What is the number of lines below that contain the word "every"? Respond with that number alone.
▶
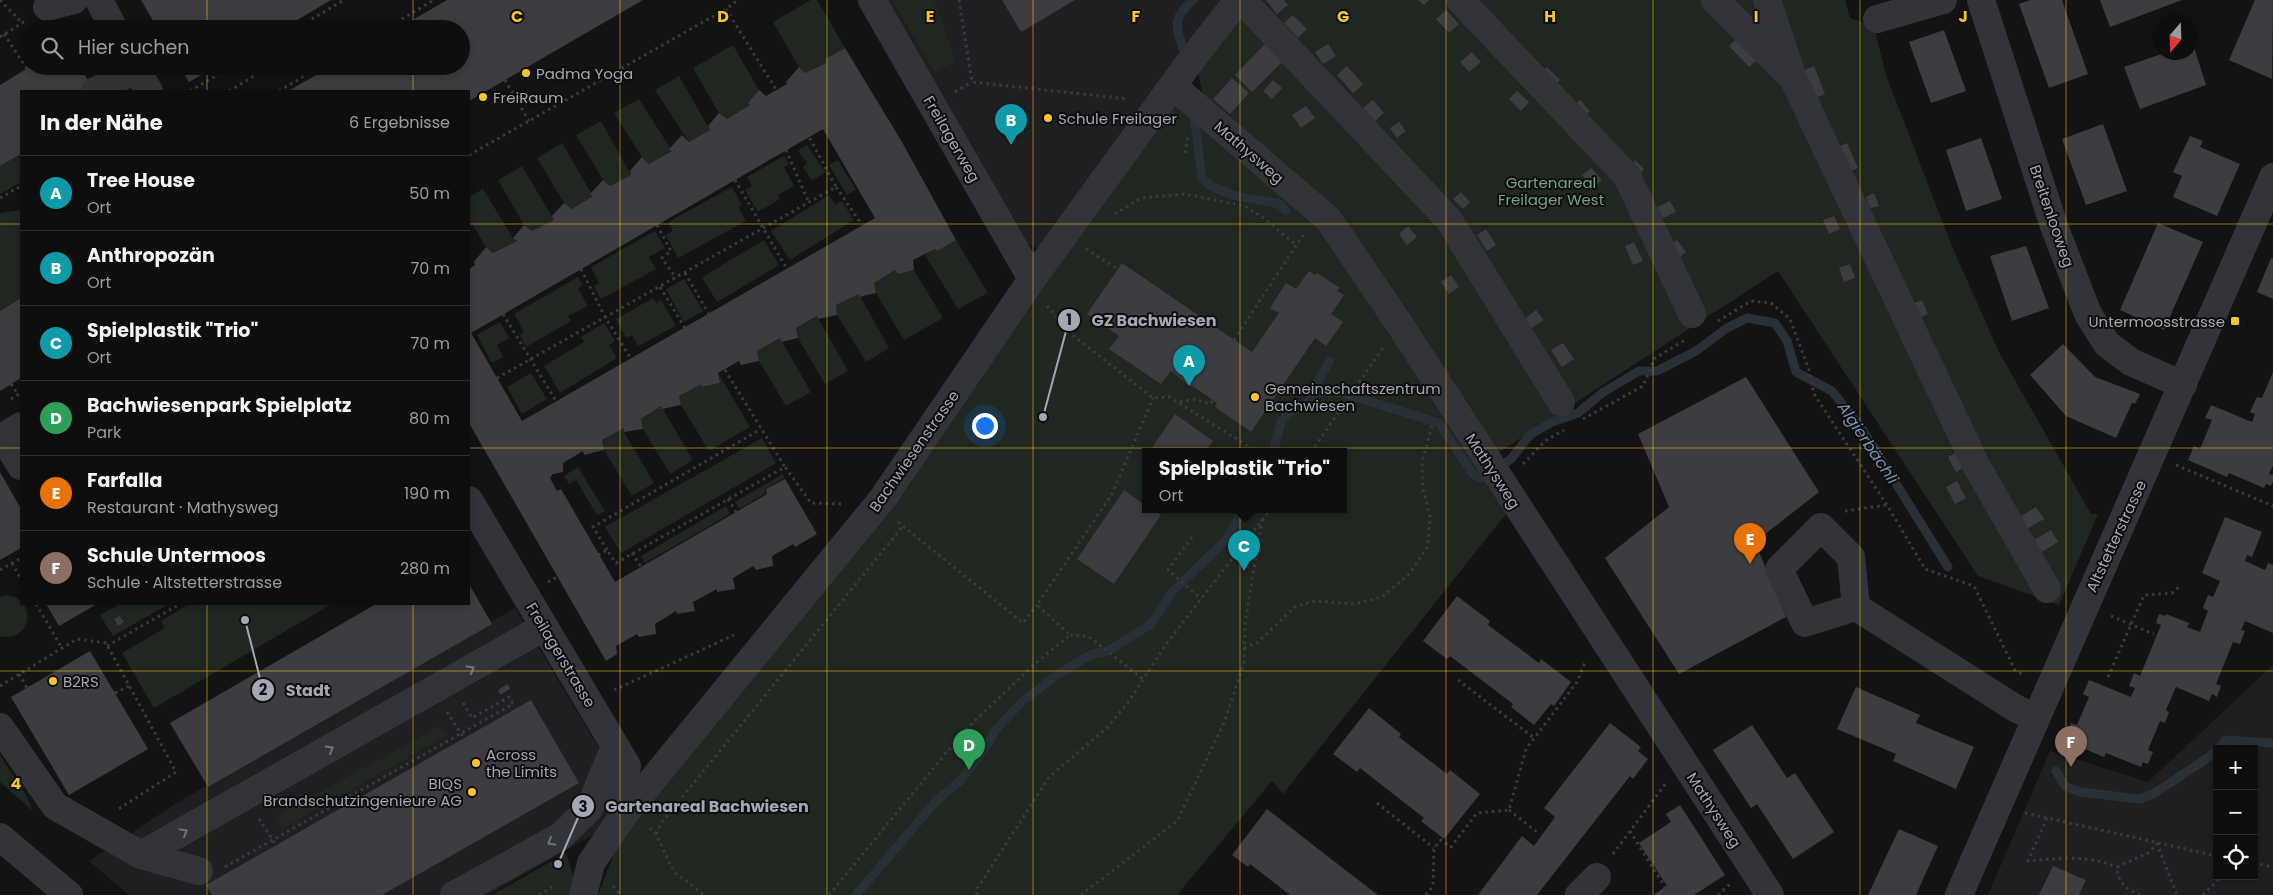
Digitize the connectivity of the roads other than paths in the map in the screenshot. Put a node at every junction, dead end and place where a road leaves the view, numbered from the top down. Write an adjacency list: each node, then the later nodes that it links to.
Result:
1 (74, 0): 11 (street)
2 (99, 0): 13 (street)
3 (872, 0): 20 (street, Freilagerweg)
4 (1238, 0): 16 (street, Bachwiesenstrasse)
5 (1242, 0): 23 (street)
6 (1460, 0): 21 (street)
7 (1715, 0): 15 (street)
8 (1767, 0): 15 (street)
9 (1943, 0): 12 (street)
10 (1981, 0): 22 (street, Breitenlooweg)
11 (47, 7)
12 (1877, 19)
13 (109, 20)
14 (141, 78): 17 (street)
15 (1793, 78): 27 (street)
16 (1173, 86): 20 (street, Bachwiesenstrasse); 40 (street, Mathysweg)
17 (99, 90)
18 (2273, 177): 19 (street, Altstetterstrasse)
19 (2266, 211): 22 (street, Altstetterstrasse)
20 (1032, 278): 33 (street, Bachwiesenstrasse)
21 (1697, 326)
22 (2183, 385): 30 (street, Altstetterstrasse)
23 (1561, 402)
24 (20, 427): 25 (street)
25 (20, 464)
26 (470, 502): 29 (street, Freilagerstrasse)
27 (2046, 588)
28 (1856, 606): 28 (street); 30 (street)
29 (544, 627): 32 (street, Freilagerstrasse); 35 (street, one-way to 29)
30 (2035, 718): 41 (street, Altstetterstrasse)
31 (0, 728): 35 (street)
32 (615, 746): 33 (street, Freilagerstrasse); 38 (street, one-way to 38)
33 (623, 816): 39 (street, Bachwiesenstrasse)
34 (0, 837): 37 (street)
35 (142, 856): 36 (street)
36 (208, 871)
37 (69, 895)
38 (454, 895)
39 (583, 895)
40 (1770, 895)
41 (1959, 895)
◀
▶
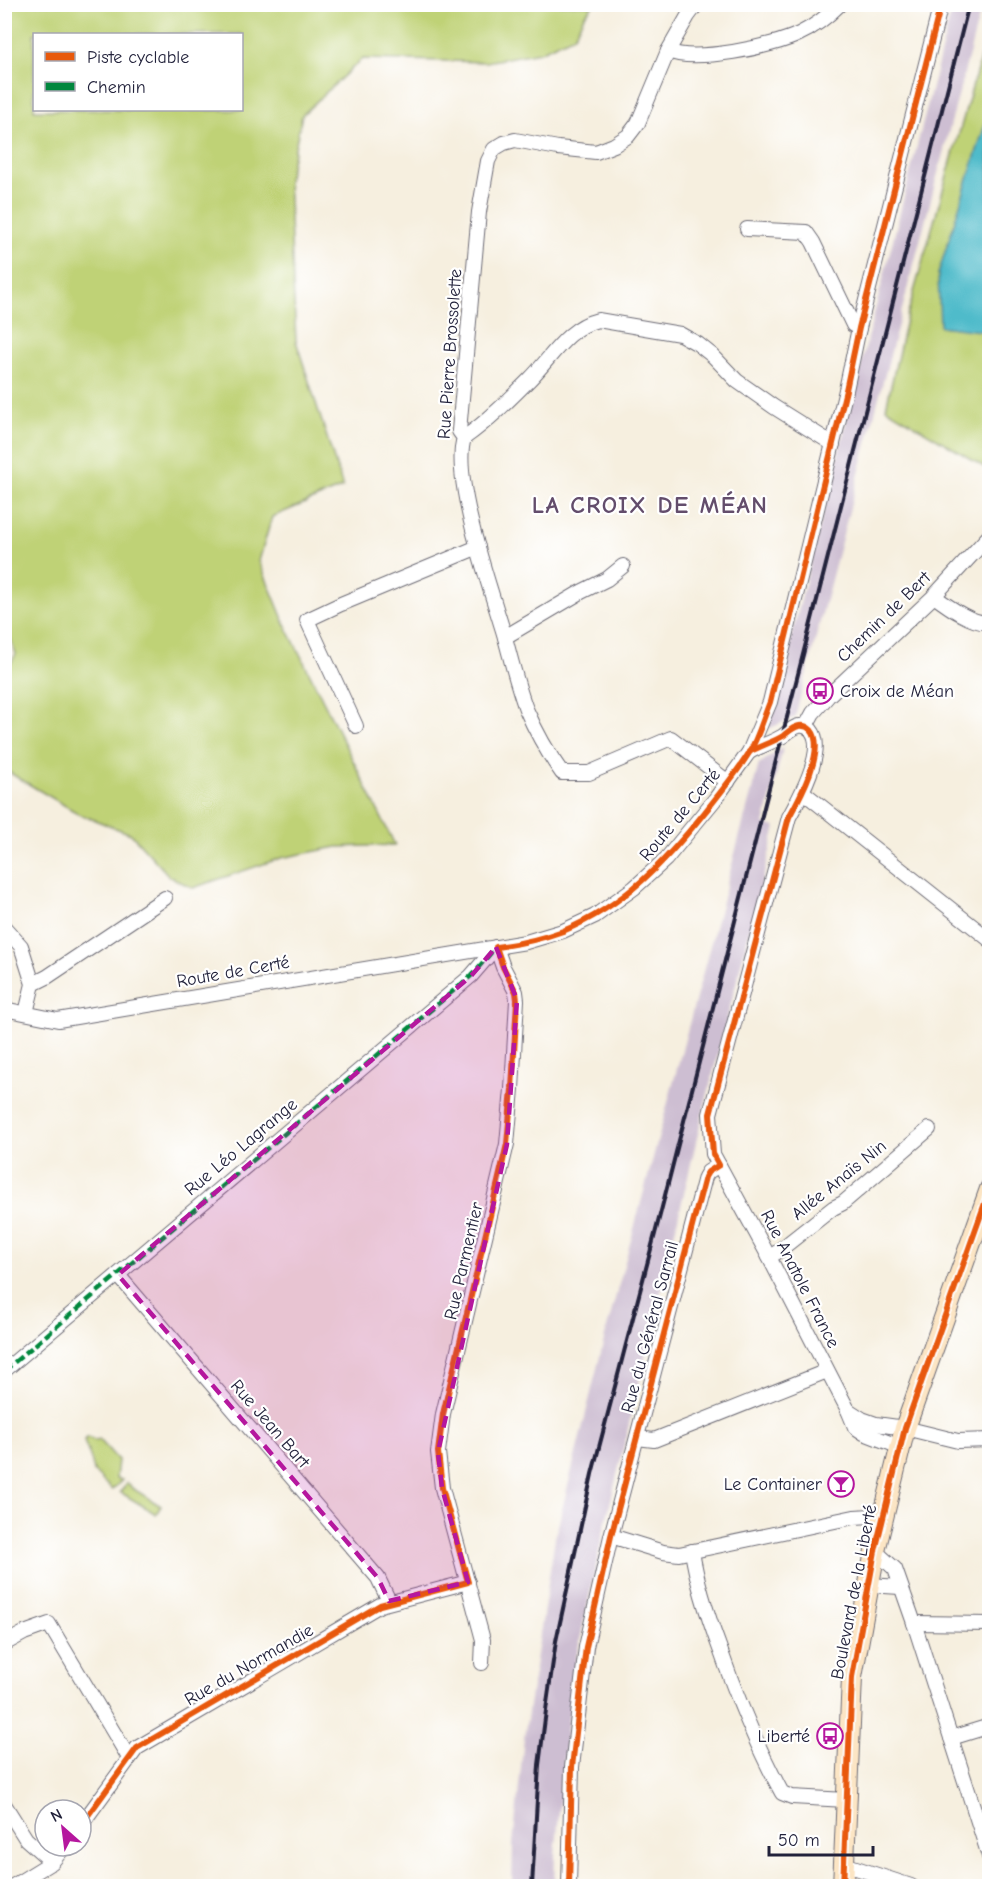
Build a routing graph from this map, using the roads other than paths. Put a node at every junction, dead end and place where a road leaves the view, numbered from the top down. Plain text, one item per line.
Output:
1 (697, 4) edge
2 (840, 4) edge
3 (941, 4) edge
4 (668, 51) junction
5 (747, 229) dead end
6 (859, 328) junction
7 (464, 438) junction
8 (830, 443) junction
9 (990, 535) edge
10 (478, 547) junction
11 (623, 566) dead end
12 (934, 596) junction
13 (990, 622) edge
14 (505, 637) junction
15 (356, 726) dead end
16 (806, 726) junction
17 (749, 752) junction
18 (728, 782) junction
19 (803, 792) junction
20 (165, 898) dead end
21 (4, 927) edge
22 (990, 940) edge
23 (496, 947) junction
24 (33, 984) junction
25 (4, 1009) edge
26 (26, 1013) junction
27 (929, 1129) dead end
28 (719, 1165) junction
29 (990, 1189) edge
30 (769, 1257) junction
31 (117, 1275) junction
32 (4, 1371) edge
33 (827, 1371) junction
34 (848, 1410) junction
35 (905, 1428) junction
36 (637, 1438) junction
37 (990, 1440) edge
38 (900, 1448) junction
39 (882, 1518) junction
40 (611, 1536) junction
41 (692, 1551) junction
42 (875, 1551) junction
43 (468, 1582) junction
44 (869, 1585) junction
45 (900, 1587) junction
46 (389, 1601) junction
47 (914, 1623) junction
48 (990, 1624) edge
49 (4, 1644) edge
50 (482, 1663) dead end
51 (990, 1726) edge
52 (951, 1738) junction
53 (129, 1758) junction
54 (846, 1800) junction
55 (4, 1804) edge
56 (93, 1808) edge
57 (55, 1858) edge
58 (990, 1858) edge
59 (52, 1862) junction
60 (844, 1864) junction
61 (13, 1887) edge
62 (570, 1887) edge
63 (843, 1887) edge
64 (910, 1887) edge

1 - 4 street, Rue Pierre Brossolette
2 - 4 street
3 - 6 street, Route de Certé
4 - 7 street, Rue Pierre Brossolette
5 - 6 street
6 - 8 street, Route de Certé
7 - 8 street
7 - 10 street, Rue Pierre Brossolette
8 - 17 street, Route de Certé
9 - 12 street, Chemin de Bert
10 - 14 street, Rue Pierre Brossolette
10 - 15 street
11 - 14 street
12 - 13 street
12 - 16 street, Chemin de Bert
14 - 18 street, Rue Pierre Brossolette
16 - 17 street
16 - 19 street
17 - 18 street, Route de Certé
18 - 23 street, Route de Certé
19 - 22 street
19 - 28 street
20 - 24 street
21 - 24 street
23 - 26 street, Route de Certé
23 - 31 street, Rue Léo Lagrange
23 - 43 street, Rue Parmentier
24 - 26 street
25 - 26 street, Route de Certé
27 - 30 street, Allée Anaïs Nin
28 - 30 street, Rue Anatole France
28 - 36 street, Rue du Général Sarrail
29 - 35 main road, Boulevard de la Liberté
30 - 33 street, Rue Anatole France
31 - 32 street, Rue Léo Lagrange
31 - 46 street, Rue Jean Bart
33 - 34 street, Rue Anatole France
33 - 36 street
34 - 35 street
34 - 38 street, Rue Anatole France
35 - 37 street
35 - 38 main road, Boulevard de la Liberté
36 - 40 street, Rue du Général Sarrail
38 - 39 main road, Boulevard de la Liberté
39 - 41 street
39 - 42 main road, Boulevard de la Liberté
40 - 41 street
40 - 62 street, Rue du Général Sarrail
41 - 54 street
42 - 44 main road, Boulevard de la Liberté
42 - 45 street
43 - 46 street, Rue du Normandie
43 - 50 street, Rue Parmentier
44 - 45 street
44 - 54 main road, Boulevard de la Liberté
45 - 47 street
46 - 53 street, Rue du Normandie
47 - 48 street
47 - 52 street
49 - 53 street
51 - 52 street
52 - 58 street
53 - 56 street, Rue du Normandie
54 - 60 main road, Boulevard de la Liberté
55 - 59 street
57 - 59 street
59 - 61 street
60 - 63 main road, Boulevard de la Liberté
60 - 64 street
◀
→ Written answer: 2